With so many galleys flooding the BEA show floor, it’s hard to know which ones to choose. Here are 10 of our favorites, with excerpts from PW reviews.
House of Thieves
Charles Belfoure (Sourcebooks Landmark, booth 3039)
PW review excerpt: “In this engrossing Gilded Age novel, Belfoure (The Paris Architect) fully immerses the reader in the story of an architect forced to help New York City’s most prominent gang in order to pay off his eldest son’s gambling debt. There are numerous threads and exciting set pieces, including a series of daring burglaries, but Belfoure holds it all together, resulting in a memorable, evocative read.” (Sept.)
Purity
Jonathan Franzen (Farrar, Straus and Giroux, booth 3056)
PW review excerpt: “Two years out of college, self-conscious, acerbic Purity ‘Pip’ Tyler is saddled with crushing student loans and an overbearing, emotionally disturbed mother who refuses to reveal the identity of Pip’s father. Pip meets the charismatic Andreas Wolf and lands an internship at his WikiLeaks-like Sunlight Project, based in Bolivia. Franzen’s greatest strength is his extensive, intricate narrative web—which includes a murder in Berlin, stolen nukes in Amarillo, and a billion-dollar trust.” (Sept.)
George
Alex Gino (Scholastic Press, booths 1938, 1939)
PW review excerpt: “Gino debuts with the story of fourth-grader George, who knows she is a girl even though the world sees her as male. With a class production of Charlotte’s Web on the horizon, George eagerly wants to be cast as Charlotte the spider. George’s joy during stolen moments when she can be herself will resonate with anyone who has felt different, while providing a necessary window into the specific challenges of a child recognizing that they are transgender.” (Aug.)
City on Fire
Garth Risk Hallberg (Knopf, book 3119)
PW review excerpt: “Hallberg’s maniacally detailed depiction of 1970s New York overflows with urban angst, intellectual energy, and sinister pitfalls, much like the city it evokes. This epic of drugs, sex, and rock and roll centers on an attack on a girl in Central Park, but encompasses a vast cast of characters with intersecting story lines. Readers wishing to delve into cultural trivia will find much to savor in this energetic debut.”
Day Shift
Charlaine Harris (Ace, booth 3119)
PW review excerpt: “Outsiders swarm the sleepy streets of Midnight, Tex., as supernatural superstar Harris returns with another practiced out-of-the-ordinary mystery (following Midnight Crossroad). Local phone psychic Manfred Bernardo returns from Dallas, where a client died during a reading; the client’s unstable son accuses Manfred of absconding with the family jewels. Rev. Emilio Sheehan, eccentric operator of a pet cemetery, takes care of a young boy who grows supernaturally quickly. And a multinational corporation suddenly reopens the abandoned Midnight Hotel, bringing in indigent seniors from Vegas as its residents.” (May)
Freedom’s Child
Jax Miller (Crown, booth 3119)
PW review excerpt: “Boozing, brawling, and fierce but emotionally fragile, Freedom Oliver has been pissing away her life in witness protection like someone with nothing left to lose—until fate unexpectedly offers her one last long shot at redemption. Between the gutsy heroine and gale-force narrative, this debut thriller hits like a beer bottle to the head.” (June)
The Story of My Teeth
Valeria Luiselli (Coffee House, booth 642)

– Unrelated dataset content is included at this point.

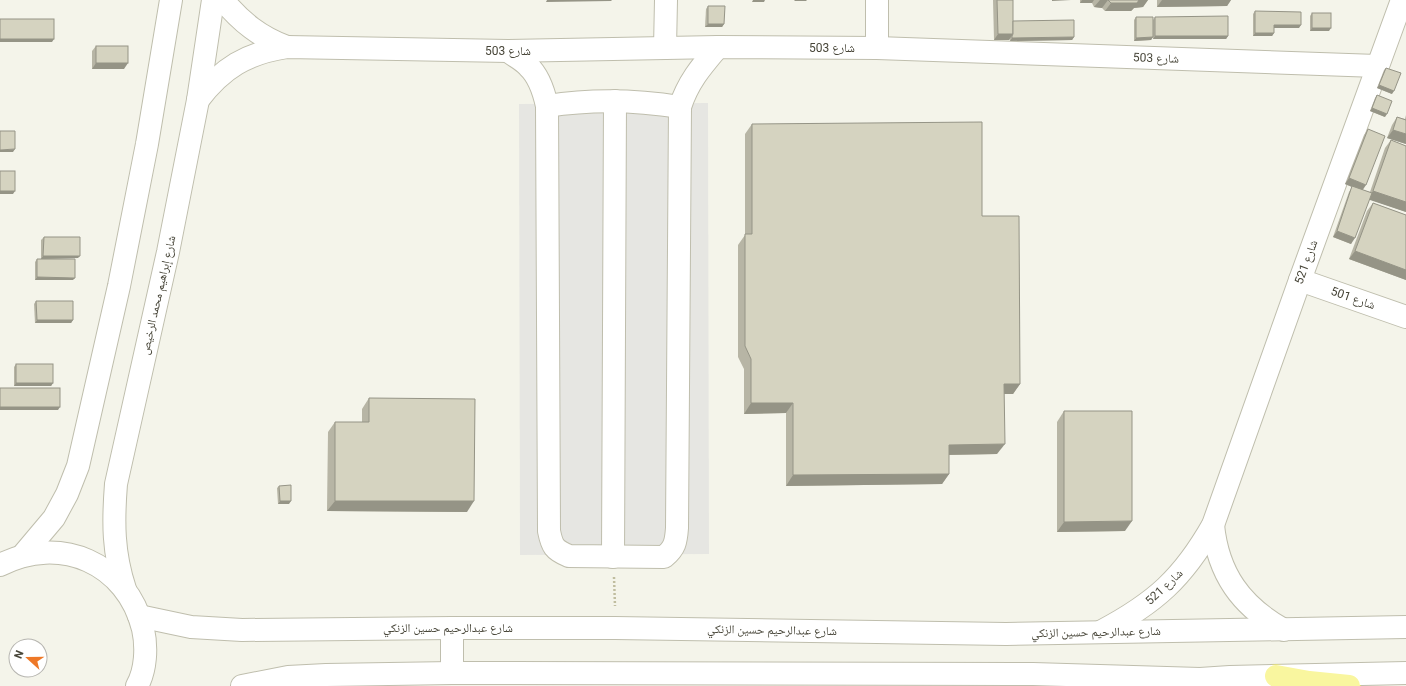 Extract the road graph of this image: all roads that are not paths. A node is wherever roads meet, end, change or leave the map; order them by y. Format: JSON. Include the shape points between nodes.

PW review excerpt: “One of the most unforgettable images in any book this year is that of Gustavo ‘Highway’ Sánchez—the protagonist of Luiselli’s delightfully unclassifiable novel—walking around the streets of Mexico City, smiling at people with the teeth of Marilyn Monroe installed in his mouth—teeth he won at an ‘auction of contraband memorabilia in a karaoke bar in Little Havana.’ This isn’t so much a novel as a contorted collection of narrative yarns, but Luiselli’s novel so completely buys into its conceit that it’s difficult not to follow wherever it takes you.” (Sept.)
Zeroes
Scott Westerfeld, Margo Lanagan, and Deborah
Biancotti (Simon Pulse, booth 2620, RC31)
PW review excerpt: “Fantasists Westerfeld, Lanagan, and Biancotti blend human dilemmas with superhuman abilities as they trace the intersecting lives of six teenagers with supernatural powers. Don’t look for laser eye beams or the summoning of hurricane winds in this book. These heroes (or Zeroes, as they think of themselves) have powers wrapped up in coercion and manipulation, from the ability to affect the emotionsof crowds of people to a knack for sweet-talking out of any situation. With action, romance, and thorny ethical questions, it’s a book with a little something for everyone.” (Sept.)
Goodbye Stranger
Rebecca Stead (Random/Lamb, booth 3119)
PW review excerpt: “Stead returns to the Manhattan environs of her Newbery Medal–winning When You Reach Me to explore the evolving relationships among a group of seventh-graders. They include Bridge Barsamian, whose brush with death as a child has made her uncommonly introspective in her adolescence, longtime pals Tab and Em, and Bridge’s new friend Sherm, who writes unsent letters to the grandfather who abandoned the family. This memorable story about female friendships, silly bets, different kinds of love, and bad decisions is authentic in detail and emotion.” (Aug.)
Fuzzy Mud
Louis Sachar (Delacorte, booth 3119)
PW review excerpt: “In his latest middle-grade novel, the Newbery Medal–winning author of Holes blends elements of mystery, suspense, and school-day life into a taut environmental cautionary tale about the insatiable hunger for energy sources and the cost of not doing the right thing. Sachar’s story follows a small group of students whose trip into the woods leads to an unplanned encounter with the ‘fuzzy mud’ of the title—a substance of unknown (to them) origin that poses serious health risks to the kids and their community.” (Aug.)